Rachmaninov, as noted above, was full of self-doubt and when it was not
concerning his inability to grasp the 'new' way of writing it was about the
music itself. He suffered terribly following the catastrophic reception of
his First Symphony which caused a kind of writers' block for some time. When
it comes to the
Variations on a theme of Corelli, the only piano
work he wrote after leaving Russia shortly after the Revolution in December
1917, he was equally dissatisfied with it. When he performed it he often
omitted some of the variations. In fact as the booklet notes remind us the
theme, though used by Corelli in his violin sonata no.12, is not his own
composition but the old dance melody La Folia which over the course of 300
years crops in as many as 150 composers' works, including those of Lully,
Marin Marais, Alessandro Scarlatti, Geminiani, Handel, Bach and Liszt. That
aside Rachmaninov's set of twenty variations is a brilliantly inventive one
that extracts so much of the essence of the original that each variation is
an absolutely unique piece in which the listener seems to be hearing echoes
of the source for the first time every time.

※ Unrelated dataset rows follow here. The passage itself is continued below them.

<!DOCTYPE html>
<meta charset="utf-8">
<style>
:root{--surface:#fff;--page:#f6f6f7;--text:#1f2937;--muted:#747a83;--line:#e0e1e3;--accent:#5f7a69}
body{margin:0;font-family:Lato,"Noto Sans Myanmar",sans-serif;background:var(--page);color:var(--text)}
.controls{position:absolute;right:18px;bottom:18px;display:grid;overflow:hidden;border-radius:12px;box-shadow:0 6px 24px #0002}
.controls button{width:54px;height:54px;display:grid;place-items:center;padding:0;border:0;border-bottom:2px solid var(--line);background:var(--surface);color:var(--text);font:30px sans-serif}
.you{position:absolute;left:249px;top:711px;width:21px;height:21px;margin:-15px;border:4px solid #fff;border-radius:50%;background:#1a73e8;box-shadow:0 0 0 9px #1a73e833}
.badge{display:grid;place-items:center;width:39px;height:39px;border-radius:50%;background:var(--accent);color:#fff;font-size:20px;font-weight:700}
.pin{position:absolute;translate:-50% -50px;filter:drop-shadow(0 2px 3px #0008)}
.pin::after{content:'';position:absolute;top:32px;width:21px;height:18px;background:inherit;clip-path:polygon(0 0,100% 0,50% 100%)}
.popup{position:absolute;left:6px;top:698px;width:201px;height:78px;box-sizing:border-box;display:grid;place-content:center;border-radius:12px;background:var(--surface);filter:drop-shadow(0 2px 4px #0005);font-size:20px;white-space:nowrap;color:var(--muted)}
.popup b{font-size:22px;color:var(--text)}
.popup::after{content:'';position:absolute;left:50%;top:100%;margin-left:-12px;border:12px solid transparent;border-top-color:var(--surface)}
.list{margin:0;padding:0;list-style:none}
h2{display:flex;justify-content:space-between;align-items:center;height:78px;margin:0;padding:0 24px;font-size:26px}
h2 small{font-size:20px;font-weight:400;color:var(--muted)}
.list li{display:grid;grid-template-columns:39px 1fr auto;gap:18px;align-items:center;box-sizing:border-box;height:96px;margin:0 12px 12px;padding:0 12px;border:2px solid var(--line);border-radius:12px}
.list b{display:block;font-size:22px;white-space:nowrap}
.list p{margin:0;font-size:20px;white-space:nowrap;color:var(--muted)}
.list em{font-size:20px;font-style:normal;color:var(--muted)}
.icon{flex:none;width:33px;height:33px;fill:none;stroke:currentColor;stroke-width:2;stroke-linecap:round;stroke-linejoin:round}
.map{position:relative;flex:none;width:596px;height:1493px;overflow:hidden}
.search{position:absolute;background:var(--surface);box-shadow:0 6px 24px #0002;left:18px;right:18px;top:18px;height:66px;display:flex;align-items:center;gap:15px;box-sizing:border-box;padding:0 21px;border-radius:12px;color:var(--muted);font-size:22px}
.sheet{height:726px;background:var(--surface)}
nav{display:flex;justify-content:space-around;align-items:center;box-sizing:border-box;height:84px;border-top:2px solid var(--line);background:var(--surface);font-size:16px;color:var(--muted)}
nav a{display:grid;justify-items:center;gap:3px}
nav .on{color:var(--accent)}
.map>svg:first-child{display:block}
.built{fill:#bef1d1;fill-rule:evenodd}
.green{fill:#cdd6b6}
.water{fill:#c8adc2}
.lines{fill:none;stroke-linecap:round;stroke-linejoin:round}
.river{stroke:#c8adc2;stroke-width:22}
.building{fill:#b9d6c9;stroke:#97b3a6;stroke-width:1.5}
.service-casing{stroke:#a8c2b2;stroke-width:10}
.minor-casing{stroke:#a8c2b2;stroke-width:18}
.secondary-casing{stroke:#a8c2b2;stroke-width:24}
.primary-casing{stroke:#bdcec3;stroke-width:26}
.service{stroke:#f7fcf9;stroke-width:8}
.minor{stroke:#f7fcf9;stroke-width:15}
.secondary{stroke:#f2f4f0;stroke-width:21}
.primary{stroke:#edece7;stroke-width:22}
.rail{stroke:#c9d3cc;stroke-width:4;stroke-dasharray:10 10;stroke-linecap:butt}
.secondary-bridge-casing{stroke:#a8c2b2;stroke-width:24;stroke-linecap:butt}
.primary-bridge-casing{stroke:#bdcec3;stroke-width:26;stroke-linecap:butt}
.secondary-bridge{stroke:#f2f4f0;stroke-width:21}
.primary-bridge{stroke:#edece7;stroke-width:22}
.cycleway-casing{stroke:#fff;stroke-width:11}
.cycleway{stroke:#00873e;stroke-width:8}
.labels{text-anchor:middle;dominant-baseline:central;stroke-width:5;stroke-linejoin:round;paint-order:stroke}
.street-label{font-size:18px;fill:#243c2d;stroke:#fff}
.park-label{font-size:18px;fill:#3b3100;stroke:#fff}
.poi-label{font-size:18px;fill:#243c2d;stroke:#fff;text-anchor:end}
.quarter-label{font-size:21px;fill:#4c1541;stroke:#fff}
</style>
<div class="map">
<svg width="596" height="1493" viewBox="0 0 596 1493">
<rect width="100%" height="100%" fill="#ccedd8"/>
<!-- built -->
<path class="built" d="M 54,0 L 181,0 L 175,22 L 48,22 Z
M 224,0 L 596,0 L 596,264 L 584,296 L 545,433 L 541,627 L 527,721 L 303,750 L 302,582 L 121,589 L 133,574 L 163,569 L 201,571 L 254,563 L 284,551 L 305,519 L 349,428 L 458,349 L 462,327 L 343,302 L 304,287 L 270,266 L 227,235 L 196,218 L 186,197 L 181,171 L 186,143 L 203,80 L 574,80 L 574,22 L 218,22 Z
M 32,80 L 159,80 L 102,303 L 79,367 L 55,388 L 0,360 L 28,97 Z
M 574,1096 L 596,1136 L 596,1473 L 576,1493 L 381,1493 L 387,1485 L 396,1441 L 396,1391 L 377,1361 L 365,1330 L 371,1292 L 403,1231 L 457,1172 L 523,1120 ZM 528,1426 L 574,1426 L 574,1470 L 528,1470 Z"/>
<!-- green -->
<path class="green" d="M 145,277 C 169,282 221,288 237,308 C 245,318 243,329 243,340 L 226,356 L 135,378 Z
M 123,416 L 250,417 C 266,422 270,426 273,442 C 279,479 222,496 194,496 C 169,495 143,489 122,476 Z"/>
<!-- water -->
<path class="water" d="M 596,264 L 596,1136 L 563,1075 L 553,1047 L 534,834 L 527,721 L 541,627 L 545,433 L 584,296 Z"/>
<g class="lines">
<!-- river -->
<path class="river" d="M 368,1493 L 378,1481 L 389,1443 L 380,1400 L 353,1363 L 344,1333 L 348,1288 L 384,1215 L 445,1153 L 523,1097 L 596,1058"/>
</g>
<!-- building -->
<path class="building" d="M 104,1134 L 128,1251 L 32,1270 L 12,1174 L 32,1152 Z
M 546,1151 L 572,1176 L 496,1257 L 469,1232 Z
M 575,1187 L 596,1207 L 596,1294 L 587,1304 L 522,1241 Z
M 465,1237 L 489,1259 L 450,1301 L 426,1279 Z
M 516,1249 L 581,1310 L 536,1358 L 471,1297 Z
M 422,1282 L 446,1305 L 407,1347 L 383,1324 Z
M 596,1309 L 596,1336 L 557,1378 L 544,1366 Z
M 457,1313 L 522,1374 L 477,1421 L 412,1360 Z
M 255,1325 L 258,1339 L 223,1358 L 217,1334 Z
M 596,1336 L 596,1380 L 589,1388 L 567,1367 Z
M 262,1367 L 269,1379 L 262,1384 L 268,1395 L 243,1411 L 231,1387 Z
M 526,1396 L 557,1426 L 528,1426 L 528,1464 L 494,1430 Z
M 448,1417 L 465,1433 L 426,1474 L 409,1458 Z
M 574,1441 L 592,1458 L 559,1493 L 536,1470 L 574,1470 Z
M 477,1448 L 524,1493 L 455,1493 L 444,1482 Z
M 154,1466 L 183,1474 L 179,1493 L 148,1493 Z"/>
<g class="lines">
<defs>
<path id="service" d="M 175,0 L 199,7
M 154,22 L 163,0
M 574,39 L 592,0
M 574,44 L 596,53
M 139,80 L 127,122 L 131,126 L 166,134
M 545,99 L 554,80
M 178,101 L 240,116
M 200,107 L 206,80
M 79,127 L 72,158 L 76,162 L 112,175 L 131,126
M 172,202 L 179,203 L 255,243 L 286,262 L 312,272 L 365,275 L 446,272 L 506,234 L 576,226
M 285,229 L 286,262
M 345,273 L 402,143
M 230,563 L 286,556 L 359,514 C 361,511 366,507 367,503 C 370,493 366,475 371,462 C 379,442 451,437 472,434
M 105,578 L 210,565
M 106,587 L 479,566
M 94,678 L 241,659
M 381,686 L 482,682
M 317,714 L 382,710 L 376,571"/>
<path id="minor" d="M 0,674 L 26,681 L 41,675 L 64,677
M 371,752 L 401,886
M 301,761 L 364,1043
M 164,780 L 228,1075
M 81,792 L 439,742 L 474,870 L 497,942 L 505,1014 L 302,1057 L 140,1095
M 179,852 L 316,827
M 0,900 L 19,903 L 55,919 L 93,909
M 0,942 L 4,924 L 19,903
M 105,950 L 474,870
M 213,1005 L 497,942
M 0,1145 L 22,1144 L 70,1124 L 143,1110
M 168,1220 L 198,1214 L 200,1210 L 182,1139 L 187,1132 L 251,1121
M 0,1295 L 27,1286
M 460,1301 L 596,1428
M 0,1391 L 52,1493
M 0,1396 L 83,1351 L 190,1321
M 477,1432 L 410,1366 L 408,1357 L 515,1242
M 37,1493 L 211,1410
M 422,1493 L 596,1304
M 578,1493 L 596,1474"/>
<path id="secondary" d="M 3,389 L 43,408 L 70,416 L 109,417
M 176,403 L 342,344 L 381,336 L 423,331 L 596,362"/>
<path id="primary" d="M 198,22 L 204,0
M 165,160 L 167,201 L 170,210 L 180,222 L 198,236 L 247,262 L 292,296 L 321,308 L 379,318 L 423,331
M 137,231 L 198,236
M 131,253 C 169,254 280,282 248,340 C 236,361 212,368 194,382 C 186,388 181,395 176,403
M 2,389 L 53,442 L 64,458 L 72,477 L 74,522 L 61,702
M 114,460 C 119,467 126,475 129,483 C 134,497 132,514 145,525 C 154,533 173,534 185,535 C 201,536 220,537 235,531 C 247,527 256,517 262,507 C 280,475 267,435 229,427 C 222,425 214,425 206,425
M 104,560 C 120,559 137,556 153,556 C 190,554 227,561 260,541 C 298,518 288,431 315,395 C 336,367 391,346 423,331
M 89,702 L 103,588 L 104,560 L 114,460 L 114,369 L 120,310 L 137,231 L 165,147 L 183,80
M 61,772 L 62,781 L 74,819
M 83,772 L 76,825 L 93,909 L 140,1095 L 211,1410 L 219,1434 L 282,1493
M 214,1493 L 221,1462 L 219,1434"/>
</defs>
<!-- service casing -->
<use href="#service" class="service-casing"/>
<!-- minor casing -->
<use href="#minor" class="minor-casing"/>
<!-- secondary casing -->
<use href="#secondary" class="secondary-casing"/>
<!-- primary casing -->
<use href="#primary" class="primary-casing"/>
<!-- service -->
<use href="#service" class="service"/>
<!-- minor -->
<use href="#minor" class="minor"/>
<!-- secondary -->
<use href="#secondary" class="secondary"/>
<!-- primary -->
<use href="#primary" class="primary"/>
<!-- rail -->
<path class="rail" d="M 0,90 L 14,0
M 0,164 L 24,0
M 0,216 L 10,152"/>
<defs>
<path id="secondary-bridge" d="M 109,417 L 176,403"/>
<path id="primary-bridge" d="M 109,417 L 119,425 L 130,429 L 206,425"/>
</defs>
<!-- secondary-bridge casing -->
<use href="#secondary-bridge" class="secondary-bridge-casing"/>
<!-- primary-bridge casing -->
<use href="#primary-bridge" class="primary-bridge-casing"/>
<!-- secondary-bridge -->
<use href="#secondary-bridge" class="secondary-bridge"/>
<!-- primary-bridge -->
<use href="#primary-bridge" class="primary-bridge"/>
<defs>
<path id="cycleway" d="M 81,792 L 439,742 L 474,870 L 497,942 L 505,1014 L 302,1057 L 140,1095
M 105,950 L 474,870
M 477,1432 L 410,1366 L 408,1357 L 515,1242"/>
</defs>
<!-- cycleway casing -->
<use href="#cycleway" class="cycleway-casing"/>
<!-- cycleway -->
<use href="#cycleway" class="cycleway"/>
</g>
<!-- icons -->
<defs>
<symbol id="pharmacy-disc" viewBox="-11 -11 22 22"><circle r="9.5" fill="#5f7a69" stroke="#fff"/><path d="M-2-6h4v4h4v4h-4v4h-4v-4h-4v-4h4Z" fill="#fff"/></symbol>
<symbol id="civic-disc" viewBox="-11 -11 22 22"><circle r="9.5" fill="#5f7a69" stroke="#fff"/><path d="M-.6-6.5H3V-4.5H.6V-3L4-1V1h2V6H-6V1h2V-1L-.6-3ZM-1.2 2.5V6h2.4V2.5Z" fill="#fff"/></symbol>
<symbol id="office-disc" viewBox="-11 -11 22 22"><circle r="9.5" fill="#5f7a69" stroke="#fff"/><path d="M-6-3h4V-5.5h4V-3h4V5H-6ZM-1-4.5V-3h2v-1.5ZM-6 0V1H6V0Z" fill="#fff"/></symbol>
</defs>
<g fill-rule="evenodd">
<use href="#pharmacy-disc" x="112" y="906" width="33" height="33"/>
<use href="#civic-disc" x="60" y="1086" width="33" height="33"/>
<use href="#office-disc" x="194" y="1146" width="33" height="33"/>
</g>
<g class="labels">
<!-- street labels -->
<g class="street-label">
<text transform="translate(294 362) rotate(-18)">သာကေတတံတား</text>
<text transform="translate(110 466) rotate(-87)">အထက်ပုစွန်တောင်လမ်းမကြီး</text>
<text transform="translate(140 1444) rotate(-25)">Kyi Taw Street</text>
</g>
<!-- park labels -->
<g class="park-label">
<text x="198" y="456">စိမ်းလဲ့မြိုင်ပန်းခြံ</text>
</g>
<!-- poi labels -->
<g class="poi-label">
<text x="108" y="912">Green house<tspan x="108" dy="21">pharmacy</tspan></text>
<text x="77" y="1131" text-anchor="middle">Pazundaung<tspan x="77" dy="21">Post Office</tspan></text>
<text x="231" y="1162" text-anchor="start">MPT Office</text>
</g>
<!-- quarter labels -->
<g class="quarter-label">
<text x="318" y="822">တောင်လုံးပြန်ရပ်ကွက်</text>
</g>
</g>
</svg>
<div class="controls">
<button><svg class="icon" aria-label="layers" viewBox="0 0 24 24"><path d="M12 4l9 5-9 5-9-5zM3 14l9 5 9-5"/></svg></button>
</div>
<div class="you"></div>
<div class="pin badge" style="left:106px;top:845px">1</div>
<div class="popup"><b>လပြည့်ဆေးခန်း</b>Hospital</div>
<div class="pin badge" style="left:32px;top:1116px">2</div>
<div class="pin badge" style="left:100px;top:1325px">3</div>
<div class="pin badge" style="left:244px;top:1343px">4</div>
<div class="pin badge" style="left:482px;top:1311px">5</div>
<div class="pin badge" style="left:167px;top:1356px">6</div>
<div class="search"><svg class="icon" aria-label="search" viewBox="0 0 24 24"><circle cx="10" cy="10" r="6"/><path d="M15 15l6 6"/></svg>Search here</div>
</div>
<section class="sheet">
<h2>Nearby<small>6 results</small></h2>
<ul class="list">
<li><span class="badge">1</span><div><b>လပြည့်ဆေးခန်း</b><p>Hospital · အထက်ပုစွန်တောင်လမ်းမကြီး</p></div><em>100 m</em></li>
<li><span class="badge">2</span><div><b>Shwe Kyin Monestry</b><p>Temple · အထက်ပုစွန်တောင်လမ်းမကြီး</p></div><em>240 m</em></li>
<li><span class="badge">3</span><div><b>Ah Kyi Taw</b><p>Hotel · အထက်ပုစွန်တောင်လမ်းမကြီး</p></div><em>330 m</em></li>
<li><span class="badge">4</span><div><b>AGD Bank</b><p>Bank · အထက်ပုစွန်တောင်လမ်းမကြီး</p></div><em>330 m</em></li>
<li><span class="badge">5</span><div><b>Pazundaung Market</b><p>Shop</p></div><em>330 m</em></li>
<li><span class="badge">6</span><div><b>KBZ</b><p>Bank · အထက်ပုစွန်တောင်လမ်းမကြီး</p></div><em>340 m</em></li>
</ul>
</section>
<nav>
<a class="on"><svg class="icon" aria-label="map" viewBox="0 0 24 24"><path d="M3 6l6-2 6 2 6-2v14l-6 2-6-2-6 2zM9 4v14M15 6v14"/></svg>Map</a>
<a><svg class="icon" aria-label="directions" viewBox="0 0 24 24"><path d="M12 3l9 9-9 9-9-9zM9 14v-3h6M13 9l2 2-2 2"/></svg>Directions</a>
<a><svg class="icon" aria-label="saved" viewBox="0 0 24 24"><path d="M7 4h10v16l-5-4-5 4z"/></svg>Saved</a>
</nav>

A further example of Rachmaninov's lack of self-confidence is his mighty
second piano sonata in B flat minor. He wrote it in 1913 but conducted a
major revision of it in 1931 cutting a great deal of what he considered to
be repetitive or over-elaborate. As David Fanning says, there has been a
great deal of discussion among performers and musicologists as to the
relative merits of each version and different performers select which they
prefer playing. In addition they can opt for Horowitz's own conflation of
the two versions or even, as pianist Steven Osborne has done, they can
create their own which he has done here. It was fascinating to read Steven
Osborne's explanation as to why he felt driven to make his own performing
edition saying he felt that Rachmaninov's 1931 version created more problems
than it solved. He also remarks that Horowitz's conflation was a more
satisfactory distillation of the composer's ideas than either of the
composer's own but that it still contained things which could be improved
upon. Another really interesting point Osborne makes is that doing so seemed
'like a natural extension of the interpretive process'. He points out that
performers used to do so a lot more. He puts that down to the fact that
there were a lot more composer-performers like Rachmaninov (and to a lesser
extent Medtner) than there are today when composers perform their own works
publicly a lot less than in the past and regard their works as sacrosanct
and not to be tampered with. In fact there are plenty of examples where
works would benefit greatly from such a process and might even help increase
their popularity.
What one can say is that Steven Osborne has made his performing edition
out of love for the work, one of his favourite pieces to play, and has
created a fantastically thrilling and ultimately enjoyable version of which
one feels that Rachmaninov would have thoroughly approved. It is also, as
you listen to it in the kind of detail one has to in order to review it, a
profound experience and justification for Rachmaninov's music in spite of
his own self doubt - if it were ever needed. It is indeed fortunate that he
did not find ways of 'casting out the old way and acquiring the new'; that
could be left to the likes of Stravinsky and Prokofiev who were brilliant in
their own right but who couldn't have created the fabulous music Rachmaninov
did any more than he could create works similar to theirs. If he were able
to know what people feel today he would find that his music has not only
passed the test of time but is appreciated more widely and performed more
often than he could ever have imagined. This state of affairs will remain so
well into the foreseeable, and likely into the unforeseeable, future. The
sonata is pure emotion and, as David Fanning sums it up, full of 'desperate
passion and transcendental sadness' and no one could express than better in
music than the composer personified by Stravinsky as the 'six and a half
foot long scowl'. While the music speaks for itself Osborne plays everything
on the disc magnificently making the best and most cogent case for the music
of these two not dissimilar composers who remained friends for all their
lives despite their living so far apart.